Sony INZONE KBD-H75

Sony INZONE KBD-H75: Gaming-Tastatur ab sofort mit deutschem Layout erhältlich

Deutsche Spieler mussten lange warten, jetzt ist es soweit: Die Sony INZONE KBD-H75, Sonys erste eigene Gaming-Tastatur, ist ab sofort auch mit deutschem QWERTZ-Layout verfügbar. Seit dem Marktstart im September 2025 gab es das Gerät nur mit amerikanischer Tastenbelegung, was für viele hierzulande ein Ausschlusskriterium darstellte. Mit der ISO-Variante samt großer Eingabetaste und Umlauten steht dem Kauf nun nichts mehr im Weg.

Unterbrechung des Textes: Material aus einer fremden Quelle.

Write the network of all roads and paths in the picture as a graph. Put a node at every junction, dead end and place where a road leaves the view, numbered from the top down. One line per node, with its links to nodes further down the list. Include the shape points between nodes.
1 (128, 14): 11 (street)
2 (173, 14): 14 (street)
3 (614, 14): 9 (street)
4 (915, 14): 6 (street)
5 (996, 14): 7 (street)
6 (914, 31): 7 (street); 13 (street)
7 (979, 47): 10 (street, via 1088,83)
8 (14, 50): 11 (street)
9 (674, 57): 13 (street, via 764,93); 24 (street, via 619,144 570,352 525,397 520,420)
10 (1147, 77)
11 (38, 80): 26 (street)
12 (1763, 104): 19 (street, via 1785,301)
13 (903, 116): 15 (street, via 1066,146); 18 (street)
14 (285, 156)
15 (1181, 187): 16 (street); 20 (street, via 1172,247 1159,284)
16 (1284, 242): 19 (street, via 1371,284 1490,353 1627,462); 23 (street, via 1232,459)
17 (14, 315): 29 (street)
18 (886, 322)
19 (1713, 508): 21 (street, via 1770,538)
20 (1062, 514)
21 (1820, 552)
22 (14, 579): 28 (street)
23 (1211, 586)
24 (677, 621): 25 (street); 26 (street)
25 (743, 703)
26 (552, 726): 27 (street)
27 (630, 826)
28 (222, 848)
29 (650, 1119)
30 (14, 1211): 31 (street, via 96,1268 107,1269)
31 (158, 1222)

Die INZONE KBD-H75 entstand in Zusammenarbeit mit dem E-Sport-Team Fnatic und richtet sich gezielt an kompetitive Spieler. Im Mittelpunkt steht die Rapid-Trigger-Technologie: Anders als bei herkömmlichen mechanischen Tastaturen muss eine Taste hier nicht erst vollständig losgelassen werden, bevor sie erneut registriert wird. Stattdessen reagiert das System auf minimale Fingerbewegungen. Für Techniken wie Counter-Strafing in Shootern kann das entscheidende Millisekunden sparen.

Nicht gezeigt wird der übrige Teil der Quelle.